A Comissão Especial da Reforma Administrativa adiou novamente para esta quinta-feira (23), às 9 horas, a votação da Proposta de Emenda à Constituição (PEC) 32/20. A oposição ameaçou pedir ao Supremo Tribunal Federal para cancelar a reunião porque o relatório havia sido entregue depois do prazo combinado e o relator, deputado Arthur Oliveira Maia (DEM-BA), apresentou mudanças no texto depois que os deputados já tinham apresentado 26 destaques.

A reunião da noite desta quarta-feira (22) chegou a ser interrompida por quase uma hora para tentar um acordo para votação ou leitura do relatório, sem sucesso.
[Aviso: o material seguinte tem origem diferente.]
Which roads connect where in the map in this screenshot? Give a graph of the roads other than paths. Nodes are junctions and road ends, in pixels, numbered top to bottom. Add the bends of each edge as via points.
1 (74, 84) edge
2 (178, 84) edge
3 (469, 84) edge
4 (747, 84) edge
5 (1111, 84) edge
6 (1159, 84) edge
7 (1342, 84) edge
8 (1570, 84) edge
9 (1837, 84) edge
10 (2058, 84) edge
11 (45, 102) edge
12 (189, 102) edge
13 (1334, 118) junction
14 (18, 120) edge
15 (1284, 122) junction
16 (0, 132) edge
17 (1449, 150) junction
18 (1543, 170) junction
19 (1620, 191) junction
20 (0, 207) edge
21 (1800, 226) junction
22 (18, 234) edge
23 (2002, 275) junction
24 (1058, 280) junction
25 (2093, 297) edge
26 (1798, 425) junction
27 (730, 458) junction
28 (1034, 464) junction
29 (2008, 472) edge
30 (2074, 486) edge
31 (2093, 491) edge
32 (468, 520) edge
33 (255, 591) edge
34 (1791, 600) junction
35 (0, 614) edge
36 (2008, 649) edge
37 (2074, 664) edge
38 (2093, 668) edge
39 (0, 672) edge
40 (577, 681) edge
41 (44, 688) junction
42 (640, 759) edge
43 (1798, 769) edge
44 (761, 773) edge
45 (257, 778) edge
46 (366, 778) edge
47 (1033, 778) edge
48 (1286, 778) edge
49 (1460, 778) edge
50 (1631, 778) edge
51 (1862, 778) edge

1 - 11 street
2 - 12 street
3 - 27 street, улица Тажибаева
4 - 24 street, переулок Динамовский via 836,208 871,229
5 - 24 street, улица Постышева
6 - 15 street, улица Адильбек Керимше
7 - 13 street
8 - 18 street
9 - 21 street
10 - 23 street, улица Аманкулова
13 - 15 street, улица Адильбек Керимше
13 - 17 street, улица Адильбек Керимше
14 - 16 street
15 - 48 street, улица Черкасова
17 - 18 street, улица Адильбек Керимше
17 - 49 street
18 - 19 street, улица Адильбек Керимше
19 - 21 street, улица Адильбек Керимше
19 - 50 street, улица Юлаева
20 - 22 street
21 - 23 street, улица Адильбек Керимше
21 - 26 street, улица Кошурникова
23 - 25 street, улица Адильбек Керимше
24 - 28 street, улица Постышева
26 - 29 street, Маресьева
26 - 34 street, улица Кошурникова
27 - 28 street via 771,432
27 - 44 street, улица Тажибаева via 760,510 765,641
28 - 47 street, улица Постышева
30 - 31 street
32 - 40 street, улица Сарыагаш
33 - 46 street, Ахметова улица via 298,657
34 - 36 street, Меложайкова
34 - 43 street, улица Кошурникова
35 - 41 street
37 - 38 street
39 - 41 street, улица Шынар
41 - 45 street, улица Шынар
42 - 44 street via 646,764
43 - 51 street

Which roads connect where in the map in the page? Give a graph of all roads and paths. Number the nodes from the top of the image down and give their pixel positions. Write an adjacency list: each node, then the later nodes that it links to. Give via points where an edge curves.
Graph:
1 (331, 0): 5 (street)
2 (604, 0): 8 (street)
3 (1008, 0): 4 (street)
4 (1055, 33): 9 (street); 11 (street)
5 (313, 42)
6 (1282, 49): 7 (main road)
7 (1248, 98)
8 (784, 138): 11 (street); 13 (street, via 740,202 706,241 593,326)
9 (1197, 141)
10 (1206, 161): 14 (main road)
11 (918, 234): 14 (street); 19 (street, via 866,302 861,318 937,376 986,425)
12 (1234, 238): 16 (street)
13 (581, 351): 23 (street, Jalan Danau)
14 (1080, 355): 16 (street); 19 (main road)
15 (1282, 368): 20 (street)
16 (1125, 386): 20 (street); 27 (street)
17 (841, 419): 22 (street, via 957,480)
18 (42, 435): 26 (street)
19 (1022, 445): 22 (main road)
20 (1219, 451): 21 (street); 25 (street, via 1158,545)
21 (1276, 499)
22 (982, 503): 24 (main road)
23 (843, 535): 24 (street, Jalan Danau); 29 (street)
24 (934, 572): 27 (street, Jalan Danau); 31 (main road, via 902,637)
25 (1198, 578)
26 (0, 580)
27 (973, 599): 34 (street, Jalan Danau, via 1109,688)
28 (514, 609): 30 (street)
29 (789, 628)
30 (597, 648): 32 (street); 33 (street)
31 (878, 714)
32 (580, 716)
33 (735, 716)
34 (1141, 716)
Apesar de ter comemorado algumas das mudanças no relatório de Arthur Oliveira Maia, a oposição fez seguidas manobras de obstrução. No entanto, os deputados contrários à reforma administrativa somente esperam derrubar a proposta no Plenário. “A PEC não tem o apoio necessário de 308 deputados”, calculou o deputado André Figueiredo (PDT-CE).

Cooperação e temporários
O novo relatório da reforma administrativa apresentado nesta quarta-feira pelo deputado Arthur Oliveira Maia excluiu os instrumentos de cooperação com empresas privadas. Esta era uma das principais críticas da oposição, que entendia que os convênios poderiam desviar recursos da Saúde e da Educação e prejudicar a qualidade de serviços públicos.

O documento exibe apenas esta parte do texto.